◆ **WHAT YOU HAVE TO DO**: Output the complete listing exactly.

◆ **STORED DATA**:
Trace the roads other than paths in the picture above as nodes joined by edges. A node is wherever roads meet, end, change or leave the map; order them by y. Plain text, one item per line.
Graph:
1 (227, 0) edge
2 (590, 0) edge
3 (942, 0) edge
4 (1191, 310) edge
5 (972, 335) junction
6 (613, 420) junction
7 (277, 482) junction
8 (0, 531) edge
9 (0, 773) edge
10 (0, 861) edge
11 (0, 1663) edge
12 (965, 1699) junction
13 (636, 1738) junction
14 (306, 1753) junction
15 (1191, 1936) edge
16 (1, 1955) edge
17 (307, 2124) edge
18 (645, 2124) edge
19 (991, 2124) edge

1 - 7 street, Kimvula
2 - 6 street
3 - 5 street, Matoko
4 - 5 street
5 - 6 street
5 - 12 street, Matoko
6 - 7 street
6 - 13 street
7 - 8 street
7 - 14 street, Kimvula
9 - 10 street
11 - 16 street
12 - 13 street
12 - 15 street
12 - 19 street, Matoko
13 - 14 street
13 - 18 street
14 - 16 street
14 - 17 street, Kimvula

◆ **ANSWER TO THIS TASK**:
Trace the roads other than paths in the picture above as nodes joined by edges. A node is wherever roads meet, end, change or leave the map; order them by y. Plain text, one item per line.
Graph:
1 (227, 0) edge
2 (590, 0) edge
3 (942, 0) edge
4 (1191, 310) edge
5 (972, 335) junction
6 (613, 420) junction
7 (277, 482) junction
8 (0, 531) edge
9 (0, 773) edge
10 (0, 861) edge
11 (0, 1663) edge
12 (965, 1699) junction
13 (636, 1738) junction
14 (306, 1753) junction
15 (1191, 1936) edge
16 (1, 1955) edge
17 (307, 2124) edge
18 (645, 2124) edge
19 (991, 2124) edge

1 - 7 street, Kimvula
2 - 6 street
3 - 5 street, Matoko
4 - 5 street
5 - 6 street
5 - 12 street, Matoko
6 - 7 street
6 - 13 street
7 - 8 street
7 - 14 street, Kimvula
9 - 10 street
11 - 16 street
12 - 13 street
12 - 15 street
12 - 19 street, Matoko
13 - 14 street
13 - 18 street
14 - 16 street
14 - 17 street, Kimvula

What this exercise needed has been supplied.